Het valt enorm op dat de sfeer tussen de vier DJ/ producers zéér ontspannen is. Ze omschrijven elkaar als ‘down-to-earth’ en ‘zeer makkelijk in de omgang’. Iets wat sowieso erg typerend is voor de artiesten in de hardcore scene. Is daar een verklaring voor? Dana: “Het is een stukje cultuur. Wij zijn allemaal vrienden. Een goed voorbeeld is wanneer we in Spanje zijn, dat we altijd met alle collega’s van de hardere stijlen gaan eten. In andere genres zie je dat niet, daar zitten ze met hun vriendin of manager aan tafel.” Outblast: “Ik was in ’95/ ’96 met m’n kale bats op de dansvloer in m’n Aussie. Je voelt die hardcore. Wij doen dit ook met z’n allen en we willen met z’n allen naar een hoger platform. Dat is in andere scenes gewoon anders.
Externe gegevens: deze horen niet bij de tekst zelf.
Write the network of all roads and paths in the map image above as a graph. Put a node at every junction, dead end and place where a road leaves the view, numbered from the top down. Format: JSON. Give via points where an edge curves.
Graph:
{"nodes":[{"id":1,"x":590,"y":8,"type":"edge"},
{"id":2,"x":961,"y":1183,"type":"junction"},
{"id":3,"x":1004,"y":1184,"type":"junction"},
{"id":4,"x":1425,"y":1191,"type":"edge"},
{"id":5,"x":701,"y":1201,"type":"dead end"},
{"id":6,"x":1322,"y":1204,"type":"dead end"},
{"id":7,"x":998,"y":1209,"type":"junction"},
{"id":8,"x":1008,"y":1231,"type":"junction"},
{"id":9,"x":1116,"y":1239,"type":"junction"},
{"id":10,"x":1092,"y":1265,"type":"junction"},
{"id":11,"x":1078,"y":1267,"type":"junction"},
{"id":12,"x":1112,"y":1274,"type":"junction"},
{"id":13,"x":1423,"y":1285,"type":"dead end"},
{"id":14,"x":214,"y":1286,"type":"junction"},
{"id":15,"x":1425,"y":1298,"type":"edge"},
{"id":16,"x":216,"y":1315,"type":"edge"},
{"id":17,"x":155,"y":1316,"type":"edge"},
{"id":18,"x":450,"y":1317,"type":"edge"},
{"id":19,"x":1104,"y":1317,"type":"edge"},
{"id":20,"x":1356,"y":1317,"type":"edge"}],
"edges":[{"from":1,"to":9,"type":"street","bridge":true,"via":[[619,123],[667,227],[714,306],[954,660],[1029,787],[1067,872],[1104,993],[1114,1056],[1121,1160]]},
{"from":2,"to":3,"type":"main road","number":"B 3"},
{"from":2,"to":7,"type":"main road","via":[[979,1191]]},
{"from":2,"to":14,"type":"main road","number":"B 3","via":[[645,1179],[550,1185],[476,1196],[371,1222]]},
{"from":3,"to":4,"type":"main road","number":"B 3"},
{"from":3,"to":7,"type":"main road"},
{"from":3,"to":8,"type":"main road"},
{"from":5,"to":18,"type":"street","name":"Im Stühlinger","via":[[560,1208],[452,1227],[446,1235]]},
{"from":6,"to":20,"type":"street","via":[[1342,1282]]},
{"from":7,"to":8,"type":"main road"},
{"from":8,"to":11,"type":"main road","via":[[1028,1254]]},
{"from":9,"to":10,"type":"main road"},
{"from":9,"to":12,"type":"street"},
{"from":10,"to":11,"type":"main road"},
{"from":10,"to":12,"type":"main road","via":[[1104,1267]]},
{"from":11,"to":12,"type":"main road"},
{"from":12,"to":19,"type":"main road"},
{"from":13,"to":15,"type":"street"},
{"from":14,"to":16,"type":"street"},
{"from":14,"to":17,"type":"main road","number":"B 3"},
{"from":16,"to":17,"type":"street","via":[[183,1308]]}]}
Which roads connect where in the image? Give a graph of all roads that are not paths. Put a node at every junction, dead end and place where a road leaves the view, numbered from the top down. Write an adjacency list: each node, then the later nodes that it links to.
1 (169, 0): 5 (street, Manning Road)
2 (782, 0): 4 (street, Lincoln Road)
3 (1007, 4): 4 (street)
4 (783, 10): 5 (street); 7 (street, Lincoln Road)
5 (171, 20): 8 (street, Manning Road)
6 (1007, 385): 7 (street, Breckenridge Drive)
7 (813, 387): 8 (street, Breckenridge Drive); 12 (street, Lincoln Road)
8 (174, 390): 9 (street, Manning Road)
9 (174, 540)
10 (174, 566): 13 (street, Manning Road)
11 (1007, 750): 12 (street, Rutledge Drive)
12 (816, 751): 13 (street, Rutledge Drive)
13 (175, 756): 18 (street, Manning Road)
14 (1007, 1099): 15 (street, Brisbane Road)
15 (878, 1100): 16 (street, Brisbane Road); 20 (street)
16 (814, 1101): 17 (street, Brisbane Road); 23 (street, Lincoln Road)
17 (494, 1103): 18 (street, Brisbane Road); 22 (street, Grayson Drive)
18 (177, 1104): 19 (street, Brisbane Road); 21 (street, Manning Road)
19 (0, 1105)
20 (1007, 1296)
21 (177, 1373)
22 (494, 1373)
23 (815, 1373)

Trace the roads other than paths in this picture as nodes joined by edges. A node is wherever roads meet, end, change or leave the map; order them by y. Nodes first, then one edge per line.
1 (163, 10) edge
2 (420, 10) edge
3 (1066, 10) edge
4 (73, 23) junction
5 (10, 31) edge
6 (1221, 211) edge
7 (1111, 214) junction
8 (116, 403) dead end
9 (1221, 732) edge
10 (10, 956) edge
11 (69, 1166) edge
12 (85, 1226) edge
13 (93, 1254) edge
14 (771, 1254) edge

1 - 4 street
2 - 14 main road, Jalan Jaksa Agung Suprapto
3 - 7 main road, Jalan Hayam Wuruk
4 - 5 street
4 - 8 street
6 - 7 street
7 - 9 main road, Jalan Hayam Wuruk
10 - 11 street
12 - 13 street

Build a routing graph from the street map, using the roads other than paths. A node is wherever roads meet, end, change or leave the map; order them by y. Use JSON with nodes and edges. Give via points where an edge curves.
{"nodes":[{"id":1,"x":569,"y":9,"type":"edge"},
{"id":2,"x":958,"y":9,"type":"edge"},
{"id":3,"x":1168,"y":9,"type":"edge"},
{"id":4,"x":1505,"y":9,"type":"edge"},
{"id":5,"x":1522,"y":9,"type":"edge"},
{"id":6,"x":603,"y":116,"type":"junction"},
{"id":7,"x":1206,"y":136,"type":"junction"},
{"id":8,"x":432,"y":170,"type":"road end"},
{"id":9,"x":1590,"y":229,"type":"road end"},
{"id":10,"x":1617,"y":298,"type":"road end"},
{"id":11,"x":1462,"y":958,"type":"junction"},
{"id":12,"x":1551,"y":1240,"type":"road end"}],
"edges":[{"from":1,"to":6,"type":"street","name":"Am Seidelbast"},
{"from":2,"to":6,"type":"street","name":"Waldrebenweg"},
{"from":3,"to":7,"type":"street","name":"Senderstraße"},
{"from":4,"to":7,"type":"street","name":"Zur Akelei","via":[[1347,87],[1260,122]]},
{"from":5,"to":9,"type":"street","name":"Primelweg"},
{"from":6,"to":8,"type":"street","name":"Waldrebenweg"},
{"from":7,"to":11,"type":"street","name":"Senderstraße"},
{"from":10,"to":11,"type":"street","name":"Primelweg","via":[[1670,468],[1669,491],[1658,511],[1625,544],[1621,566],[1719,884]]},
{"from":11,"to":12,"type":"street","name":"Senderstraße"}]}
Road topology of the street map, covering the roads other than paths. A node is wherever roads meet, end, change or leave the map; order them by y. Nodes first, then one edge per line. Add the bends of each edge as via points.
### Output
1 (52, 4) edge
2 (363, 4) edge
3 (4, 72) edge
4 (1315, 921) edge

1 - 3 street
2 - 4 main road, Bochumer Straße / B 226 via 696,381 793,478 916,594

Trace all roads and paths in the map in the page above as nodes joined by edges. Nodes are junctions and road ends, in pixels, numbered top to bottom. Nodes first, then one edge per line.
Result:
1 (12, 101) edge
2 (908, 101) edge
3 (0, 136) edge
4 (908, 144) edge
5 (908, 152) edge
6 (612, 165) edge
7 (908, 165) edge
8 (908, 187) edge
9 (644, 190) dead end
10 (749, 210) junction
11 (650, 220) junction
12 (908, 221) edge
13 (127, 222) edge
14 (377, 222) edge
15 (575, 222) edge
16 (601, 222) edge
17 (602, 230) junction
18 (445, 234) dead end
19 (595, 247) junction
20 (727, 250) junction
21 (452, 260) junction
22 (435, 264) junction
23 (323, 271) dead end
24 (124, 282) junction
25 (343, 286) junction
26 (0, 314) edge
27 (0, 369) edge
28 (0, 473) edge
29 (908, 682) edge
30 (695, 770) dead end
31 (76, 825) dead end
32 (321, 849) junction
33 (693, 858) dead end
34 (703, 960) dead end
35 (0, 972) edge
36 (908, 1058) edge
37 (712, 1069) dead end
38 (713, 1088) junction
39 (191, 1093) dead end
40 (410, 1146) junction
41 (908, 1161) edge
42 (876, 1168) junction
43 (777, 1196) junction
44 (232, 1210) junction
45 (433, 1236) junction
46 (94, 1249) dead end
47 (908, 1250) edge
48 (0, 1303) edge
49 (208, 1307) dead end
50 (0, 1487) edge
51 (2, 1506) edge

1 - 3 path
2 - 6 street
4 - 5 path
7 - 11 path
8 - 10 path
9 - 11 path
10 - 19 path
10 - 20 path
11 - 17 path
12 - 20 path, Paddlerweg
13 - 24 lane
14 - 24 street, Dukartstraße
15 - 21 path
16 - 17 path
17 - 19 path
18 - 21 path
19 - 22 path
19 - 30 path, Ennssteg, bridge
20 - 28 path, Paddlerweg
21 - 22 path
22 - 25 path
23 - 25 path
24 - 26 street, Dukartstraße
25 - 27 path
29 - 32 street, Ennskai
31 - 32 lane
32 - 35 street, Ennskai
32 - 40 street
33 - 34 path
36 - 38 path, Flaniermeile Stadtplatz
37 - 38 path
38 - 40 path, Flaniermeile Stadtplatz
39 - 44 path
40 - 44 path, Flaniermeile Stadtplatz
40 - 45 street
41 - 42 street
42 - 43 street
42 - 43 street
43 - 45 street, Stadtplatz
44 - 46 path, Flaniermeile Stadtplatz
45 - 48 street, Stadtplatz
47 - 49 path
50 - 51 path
Ik zie ‘ons’ vaak genoeg op de dansvloer tussen het publiek een biertje doen, dat is bij ‘hun’ ook niet zo snel.” Dana: “De pers is voor hardcore ook heel anders dan voor house en trance.” “Outblast: “Toch is dat frappant hè, als wij draaien in clubs staat er 500 man, terwijl er bij een house-dj soms maar 20 man staat.” Een ander goed voorbeeld komt van Korsakoff: “Als ik een interview heb, is één van de eerste dingen die ze vragen: “Hoe zit het met drugsgebruik?” en “Hoeveel mensen hebben er nog een kale kop?”. Het beeld van de nineties blijkt ruim tien jaar later nog steeds niet veranderd bij de massamedia.

DE DANSVLOER SPREEKT

Het gebrek aan waardering vindt niet alleen plaats in de pers, maar ook in de scene zelf. Aan tafel zitten twee DJ’s die regelmatig op internet de Kop van Jut zijn. Vinden zij dat er een gebrek aan waardering is vanuit de scene zelf voor de artiesten? “Waardering vind ik niet op internet, op van die forumpjes ofzo”, reageert Outblast: “Waardering is voor mij dat mijn agenda nog elke week vol zit, dat het op de dansvloeren goed gaat en ik nieuwe leuke mensen ontmoet. Ik begon in 2000 en sindsdien ging het groeien. Op een gegeven moment maak je de stap dat je op Sensation Black en Qlimax staat en maak je een track die enorm goed aanslaat bij een breed publiek. De intentie van “Unleash The Beast” was gewoon een vette track maken. Dan kom je op een bepaald platform te staan en dan ben je ‘even aan de beurt’, maar dat weet je.” Hoe was dat dan vroeger? “Nou, dat was er gewoon niet”, aldus The Viper en Dana. “Je had geen internet, dus niemand zat op die forumpjes.” Korsakoff: “Als mensen op mij afstappen van: Hey, door “Unleash The Beast” ben ik naar hardcore gaan luisteren… Dát is waardering!”Je mag in Nederland er niet bovenuit steken is de collectieve conclusie. Dana komt vervolgens met een prachtige uitspraak om het af te sluiten: “Weet je, voor mij spreekt maar één ding, en dat is de dansvloer.”

MASSAAL LOSGAAN

Het is inderdaad zo dat bijna alle hardcore artiesten zeer makkelijk te benaderen zijn. The Viper komt daar nog even op terug: “Mensen die naar hardcore-feesten gaan, komen ook echt voor de DJ en de muziek. In andere scenes is dat ook anders, daar is het meer ‘ik wil gezien worden’ en ‘kijk eens naar mijn kleding’.  Dana: “Er is daar ook een heel andere sfeer op parties.” “Mensen gaan inderdaad echt voor de muziek”, zegt Korsakoff. “Dat is inderdaad wel grappig”, merkt Outblast op: “Ik heb vrij ruimdenkende ouders en die heb ik ook wel eens meegenomen. Die zien dat spektakel: dat massale losgaan, dat zie je niet in de house. Mijn ouders snapten dat: die vonden dat zó tof om te zien.”
Is dat massale, eensgezinde ook hét Masters-gevoel? “Ja”, klinkt uit vier monden. “Ik doe heel veel dingen, maar er is één feest waar het echt massaal is voor mij, en dat is Masters”, vult Outblast aan. Opmerkelijk is dat tijdens zijn uitleg er ook een soort vuur in zijn ogen ontstaat, de pure passie voor hardcore knalt uit zijn gezichtsuitdrukkingen: “Als ik op de main sta van Masters: massaal klappen, massaal schreeuwen, massaal aanstekers in de lucht: dát is Masters!”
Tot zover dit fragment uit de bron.